Before we jump on to the intricate details of BPA Free, let us understand the basic of what BPA Free is (bpa free คือ, which is the term in Thai). This will make it easier for us to then relate to the other things. Keep reading further!
What BPA Free Is?
- Bisphenol-A (BPA) is an estrogen-like chemical used to manufacture reusable plastic items such as infant bottles, toddler Sippy cups, and plastics used to store surplus food.
- Products manufactured with BPA have recycling codes with the numbers 3 or 7 on their bottoms.
- These types of chemicals have supposedly had health effects on humans, especially in the fatal and infant states.
- BPA is a concern because it can reach from containers into drinks and foods, posing a health danger.
What Are The Consequences Of BPA?
By mimicking the human hormone estrogen, BPA is believed to disrupt the endocrine system.
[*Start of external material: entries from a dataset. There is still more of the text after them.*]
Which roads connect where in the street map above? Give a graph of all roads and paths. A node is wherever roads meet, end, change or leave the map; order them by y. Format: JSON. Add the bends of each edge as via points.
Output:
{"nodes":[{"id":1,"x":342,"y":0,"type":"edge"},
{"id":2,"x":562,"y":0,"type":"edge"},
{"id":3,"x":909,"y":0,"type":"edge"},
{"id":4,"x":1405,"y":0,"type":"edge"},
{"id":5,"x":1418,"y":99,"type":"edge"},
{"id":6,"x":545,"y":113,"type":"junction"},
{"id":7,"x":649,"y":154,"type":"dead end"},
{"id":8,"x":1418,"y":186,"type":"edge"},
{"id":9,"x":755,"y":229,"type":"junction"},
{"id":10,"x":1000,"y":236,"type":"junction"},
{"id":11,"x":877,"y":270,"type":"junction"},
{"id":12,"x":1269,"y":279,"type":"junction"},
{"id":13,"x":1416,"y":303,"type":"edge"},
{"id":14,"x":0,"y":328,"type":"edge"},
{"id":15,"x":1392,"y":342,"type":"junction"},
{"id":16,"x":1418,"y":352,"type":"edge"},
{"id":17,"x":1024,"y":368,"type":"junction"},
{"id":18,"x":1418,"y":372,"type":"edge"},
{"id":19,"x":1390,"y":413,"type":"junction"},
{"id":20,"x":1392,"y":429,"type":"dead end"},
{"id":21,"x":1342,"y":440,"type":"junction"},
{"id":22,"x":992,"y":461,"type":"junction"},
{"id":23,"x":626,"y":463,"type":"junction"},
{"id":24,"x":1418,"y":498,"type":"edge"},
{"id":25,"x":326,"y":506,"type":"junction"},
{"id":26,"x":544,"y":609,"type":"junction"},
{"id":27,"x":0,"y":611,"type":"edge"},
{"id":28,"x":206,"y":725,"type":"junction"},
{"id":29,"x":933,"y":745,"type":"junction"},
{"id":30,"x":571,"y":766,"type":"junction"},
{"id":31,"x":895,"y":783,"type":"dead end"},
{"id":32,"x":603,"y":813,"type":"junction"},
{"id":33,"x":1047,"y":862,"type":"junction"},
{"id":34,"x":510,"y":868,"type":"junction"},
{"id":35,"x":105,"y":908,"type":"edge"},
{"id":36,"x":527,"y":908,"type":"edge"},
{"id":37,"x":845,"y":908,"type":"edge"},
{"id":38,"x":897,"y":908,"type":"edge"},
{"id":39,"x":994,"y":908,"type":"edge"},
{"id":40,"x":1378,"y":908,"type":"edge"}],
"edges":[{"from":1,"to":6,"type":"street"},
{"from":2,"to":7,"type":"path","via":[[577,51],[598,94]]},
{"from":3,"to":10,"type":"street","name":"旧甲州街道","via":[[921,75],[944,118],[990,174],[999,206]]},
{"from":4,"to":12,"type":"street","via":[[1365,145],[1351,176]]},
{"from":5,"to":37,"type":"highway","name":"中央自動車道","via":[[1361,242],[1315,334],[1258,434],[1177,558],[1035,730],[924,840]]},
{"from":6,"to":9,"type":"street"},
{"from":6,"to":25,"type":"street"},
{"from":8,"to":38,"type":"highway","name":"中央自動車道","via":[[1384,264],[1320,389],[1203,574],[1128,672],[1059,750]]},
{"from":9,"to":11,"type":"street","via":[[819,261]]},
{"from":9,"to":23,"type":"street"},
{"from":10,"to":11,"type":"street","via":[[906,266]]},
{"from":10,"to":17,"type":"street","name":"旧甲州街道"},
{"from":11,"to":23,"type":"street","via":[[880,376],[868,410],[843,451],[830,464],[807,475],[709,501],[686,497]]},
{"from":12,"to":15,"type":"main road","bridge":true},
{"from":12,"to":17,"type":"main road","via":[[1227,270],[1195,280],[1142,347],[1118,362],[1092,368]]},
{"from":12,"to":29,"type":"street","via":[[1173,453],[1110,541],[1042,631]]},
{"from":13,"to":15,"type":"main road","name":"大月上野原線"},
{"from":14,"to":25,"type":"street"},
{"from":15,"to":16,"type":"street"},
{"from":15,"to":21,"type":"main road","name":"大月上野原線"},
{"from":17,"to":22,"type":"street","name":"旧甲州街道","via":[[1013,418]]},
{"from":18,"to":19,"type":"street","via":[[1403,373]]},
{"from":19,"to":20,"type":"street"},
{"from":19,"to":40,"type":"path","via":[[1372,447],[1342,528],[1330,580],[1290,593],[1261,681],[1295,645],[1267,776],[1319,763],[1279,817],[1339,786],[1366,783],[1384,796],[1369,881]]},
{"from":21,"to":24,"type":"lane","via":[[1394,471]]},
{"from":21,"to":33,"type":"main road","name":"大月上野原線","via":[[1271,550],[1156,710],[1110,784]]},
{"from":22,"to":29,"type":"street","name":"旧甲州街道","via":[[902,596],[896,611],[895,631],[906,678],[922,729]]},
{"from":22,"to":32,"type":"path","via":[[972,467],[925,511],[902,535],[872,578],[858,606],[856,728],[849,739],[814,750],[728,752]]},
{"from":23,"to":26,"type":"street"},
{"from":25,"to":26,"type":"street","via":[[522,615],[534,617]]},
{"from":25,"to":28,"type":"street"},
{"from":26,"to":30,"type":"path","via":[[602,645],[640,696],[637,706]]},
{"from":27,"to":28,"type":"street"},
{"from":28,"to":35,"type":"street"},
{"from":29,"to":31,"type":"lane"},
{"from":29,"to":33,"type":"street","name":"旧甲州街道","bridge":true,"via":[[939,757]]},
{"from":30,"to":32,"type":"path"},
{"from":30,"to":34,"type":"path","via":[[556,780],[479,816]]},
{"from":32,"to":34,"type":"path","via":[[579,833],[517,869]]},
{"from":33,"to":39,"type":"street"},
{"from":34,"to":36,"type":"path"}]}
Infertility, breast and reproductive organ tumors, early puberty, behavior problems in children, obesity, diabetes, and chemotherapy resistance are also possible side effects of the disturbance.
According to various researches, BPA has also been related to congenital disabilities and issues with the developing brain and prostate gland in male fetuses.
BPA can also induce epigenetic changes, which are when genes turn on and off and are passed down to the next generation, according to research by the Environmental Working Group (EWG).
BPA Can Be Found In A Variety Of Places
BPA has been found in a variety of products, which include:
- Polycarbonate is a clear, hard plastic commonly used for food and drink containers due to its strength, lightweight, and transparency.
- Epoxy resins are used in coatings and industrial adhesives to prevent corrosion in food containers, water pipes, and bottle tops.
- Receipts: BPA is used as a paper coating on certain thermal store receipts.
- In 2010, BPA was phased out of baby bottles and cups. Many BPA-free plastic drink bottles and food storage containers are now available.
- BPA is still used in the lining of some canned goods, and it is still used on the covering of many thermal receipts that shoppers collect.
What Does “Bpa-Free” Mean?
BPA-free plastic products, such as water bottles and containers, are becoming more popular. Is there any assurance that they are secure and free of any potentially dangerous chemicals as a result of this? Not necessarily; read our segment on “Regrettable Substitution” to learn about other possible risks that aren’t related to BPA.